Mi avvicino a lei, aspiro avido il fumo, mi riempio i polmoni e lo tengo dentro. La luce di mezzogiorno filtra dalle tende di pizzo e disegna ombre che sembrano ricami sui suoi fianchi. Fumo ancora e mi inginocchio davanti al letto.

«Non farmi andare a fuoco le coperte.» Avvicino lo spinello alle sue labbra rosa, le dischiude e aspira. La sua bocca preme contro i miei polpastrelli. Allontano il filtro.

«Dai, fammi fare un altro tiro!»

La accontento. Beth chiude gli occhi, le ciglia si abbassano verso le guance. Il raso blu circonda il suo corpo. Pare fluttuare in mare aperto, nello spazio infinito del cosmo. Torno a dipingerla, rannicchiata in un niente freddo e distante. Il fumo ha reso morbide le cose, il modo in cui il pennello scorre sulla tela bianca, il fluttuare delle ombre, il mio corpo che a intervalli regolari pare risucchiato dal muro alle mie spalle.

Continuo a riempire di colore la tela e un moto ondoso mi riempie la testa. Elizabeth si è addormentata sul letto, coperta di fiori e cerotti. La sua mano ricade oltre il bordo con una morbidezza che non avrebbe da sveglia. Mi concentro sulle sue dita, immortalo il modo in cui le falangi si chiudono senza alcuna tensione. Vorrei tenesse questa posa per sempre. Il sonno la rende libera da tutto, cancella ogni resistenza. La sua gamba si allunga lenta, finché il piede non sfiora il ricamo sulla trapunta. Mi guardo attorno, il sole sta per tramontare oltre le siepi che delimitano il labirinto, ho mezz'ora, forse neanche quella. Poi ci ricopriremo entrambi di ombre. La stanza sprofonderà nel buio, e noi al suo centro. La polaroid sulla mensola, ecco la soluzione al problema. Giro intorno al letto, il respiro regolare muove la sua cassa toracica, la spalla, le sue labbra dischiuse. Un raggio di luce risplende d'oro sulla sua coscia, l'ombra di un fiore sul fianco: questo è l'attimo.
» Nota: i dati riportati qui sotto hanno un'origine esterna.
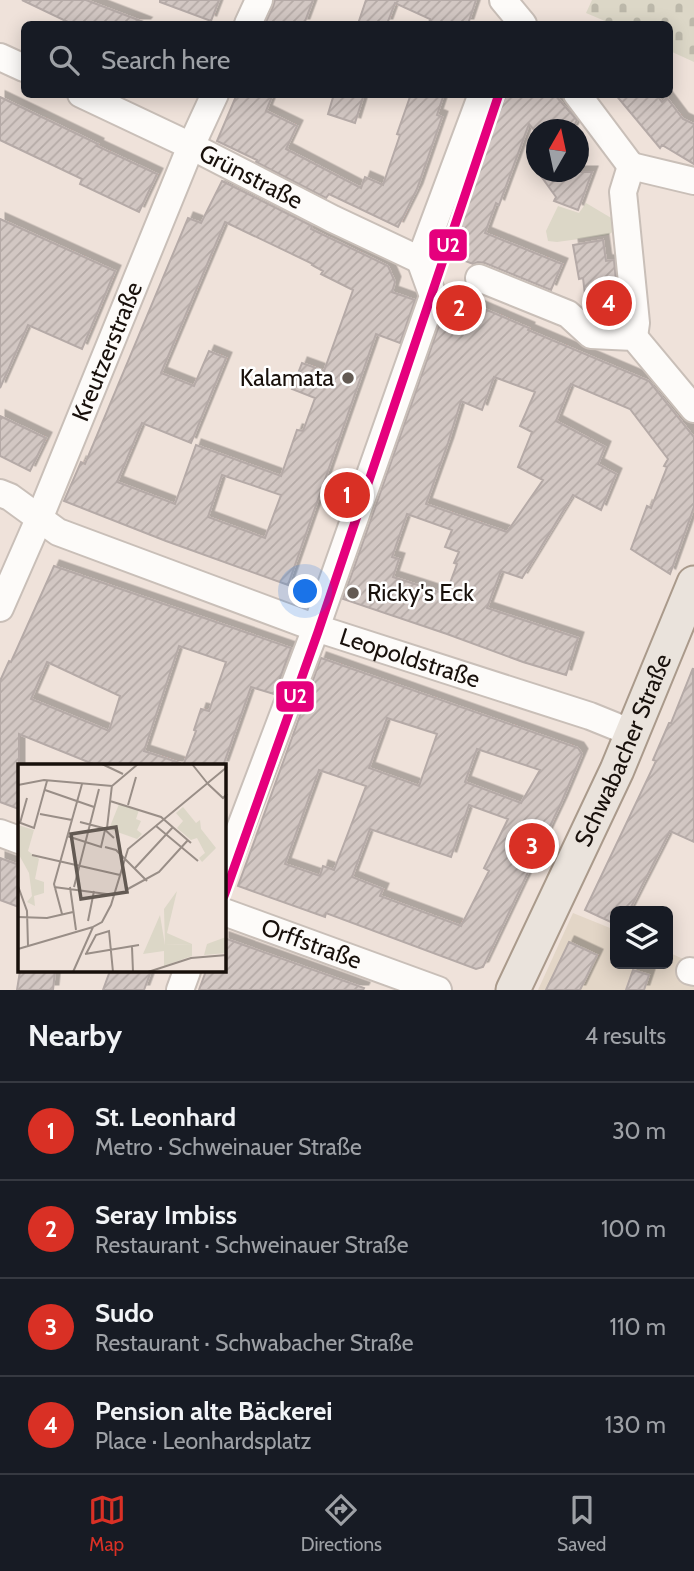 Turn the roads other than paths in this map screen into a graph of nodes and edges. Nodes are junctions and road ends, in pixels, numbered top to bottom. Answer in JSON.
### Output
{"nodes":[{"id":1,"x":259,"y":0,"type":"edge"},
{"id":2,"x":249,"y":21,"type":"edge"},
{"id":3,"x":0,"y":57,"type":"edge"},
{"id":4,"x":21,"y":67,"type":"edge"},
{"id":5,"x":89,"y":98,"type":"edge"},
{"id":6,"x":213,"y":98,"type":"edge"},
{"id":7,"x":481,"y":98,"type":"edge"},
{"id":8,"x":580,"y":98,"type":"edge"},
{"id":9,"x":191,"y":146,"type":"junction"},
{"id":10,"x":631,"y":166,"type":"junction"},
{"id":11,"x":694,"y":181,"type":"edge"},
{"id":12,"x":420,"y":260,"type":"junction"},
{"id":13,"x":479,"y":278,"type":"dead end"},
{"id":14,"x":634,"y":337,"type":"junction"},
{"id":15,"x":694,"y":409,"type":"edge"},
{"id":16,"x":0,"y":493,"type":"edge"},
{"id":17,"x":39,"y":519,"type":"junction"},
{"id":18,"x":694,"y":583,"type":"edge"},
{"id":19,"x":0,"y":608,"type":"edge"},
{"id":20,"x":316,"y":628,"type":"junction"},
{"id":21,"x":632,"y":733,"type":"junction"},
{"id":22,"x":0,"y":833,"type":"edge"},
{"id":23,"x":18,"y":840,"type":"edge"},
{"id":24,"x":226,"y":866,"type":"edge"},
{"id":25,"x":226,"y":913,"type":"edge"},
{"id":26,"x":187,"y":972,"type":"edge"},
{"id":27,"x":180,"y":990,"type":"edge"},
{"id":28,"x":438,"y":990,"type":"edge"},
{"id":29,"x":513,"y":990,"type":"edge"}],
"edges":[{"from":1,"to":2,"type":"street"},
{"from":3,"to":4,"type":"street"},
{"from":5,"to":9,"type":"street","name":"Grünstraße"},
{"from":6,"to":9,"type":"street","name":"Kreutzerstraße"},
{"from":7,"to":12,"type":"street"},
{"from":8,"to":10,"type":"street"},
{"from":9,"to":12,"type":"street","name":"Grünstraße"},
{"from":9,"to":17,"type":"street","name":"Kreutzerstraße"},
{"from":10,"to":11,"type":"street"},
{"from":10,"to":14,"type":"street"},
{"from":12,"to":20,"type":"street"},
{"from":13,"to":14,"type":"street"},
{"from":14,"to":15,"type":"street"},
{"from":16,"to":17,"type":"street","name":"Leopoldstraße"},
{"from":17,"to":19,"type":"street","name":"Kreutzerstraße"},
{"from":17,"to":20,"type":"street","name":"Leopoldstraße"},
{"from":18,"to":21,"type":"main road","name":"Schwabacher Straße"},
{"from":20,"to":21,"type":"street","name":"Leopoldstraße"},
{"from":20,"to":24,"type":"street"},
{"from":21,"to":29,"type":"main road","name":"Schwabacher Straße"},
{"from":22,"to":23,"type":"street"},
{"from":25,"to":28,"type":"street","name":"Orffstraße"},
{"from":26,"to":27,"type":"street"}]}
Torno dov'ero. Cerco l'inquadratura perfetta Posiziono il dito sul fottuto pulsante rosso. Il rullino è scaduto da anni, non so che ne verrà fuori, ma cazzo, ci spero. Lo schiaccio. Quel rumore meccanico e strano riempie la stanza e Beth si muove. Infilo la foto nera in un quaderno e lo chiudo. Mi avvicino di fretta, inquadro quella mano che spunta dal blu, ripeto l'azione. Lei si volta, gli occhi verdi si spalancano e mi guardano.

«Sei un cazzo di maniaco, ha ragione mio padre.»

«Tuo padre è uno stronzo, e quando beve peggiora.» Sorrido.

Beth allunga la mano verso la foto, la vuole. La sfilo dalle sue falangi e la sistemo tra le pagine di Fight club.

«Deve stare al buio per potersi sviluppare.»